Laccase-membrane reactors for decolorization of an acid azo dye in aqueous phase: Process optimization

In the present investigation, performance of various laccase-membrane reactor configurations including direct enzyme contact, enzyme impregnated, immobilized enzyme and a reactor system based on laccase immobilization in chitosan membranes for decolorization of azo dye (acid black 10 BX) were examined using laccase enzyme purified from white rot fungi Pleurotus ostreatus 1804. A five-step laccase purification procedure was employed, which improved the enzymatic activity by 8.27 folds. Laccase was confirmed by comparing with the standard marker using SDS-PAGE electrophoresis, which showed molecular weight of 63 kDa. Experimental data showed that laccase has great potential for color removal without addition of external redox mediators.
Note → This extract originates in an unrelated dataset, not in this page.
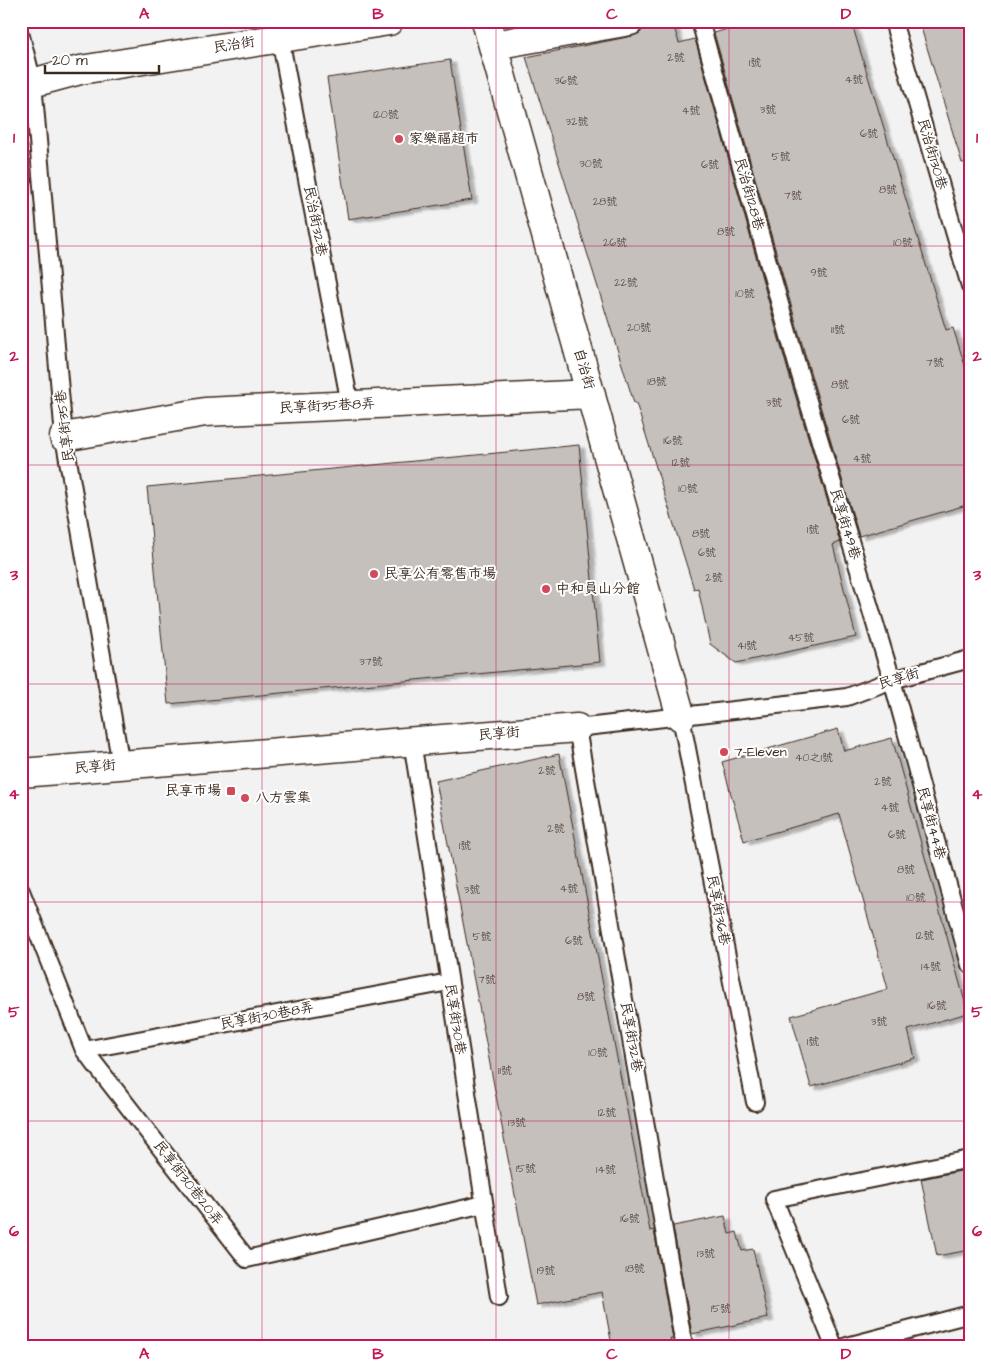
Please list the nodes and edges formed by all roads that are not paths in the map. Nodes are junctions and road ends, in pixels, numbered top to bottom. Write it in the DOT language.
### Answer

Various process parameters viz. aqueous phase of pH 6.0, enzyme concentration of 1.75 U/ml, dye concentration of 20 mg/L, temperature of 30 °C and reaction time of 120 min were optimized to achieve maximum decolorization efficiencies. Moreover, different laccase-membrane reactor configurations were tested to determine the efficacy of repeated application of laccase on dye decolorization process. Among the different reactor configurations employed, laccase encapsulated in chitosan membrane showed advantages such as short-term contact period and reusability of enzyme for a number of cycles.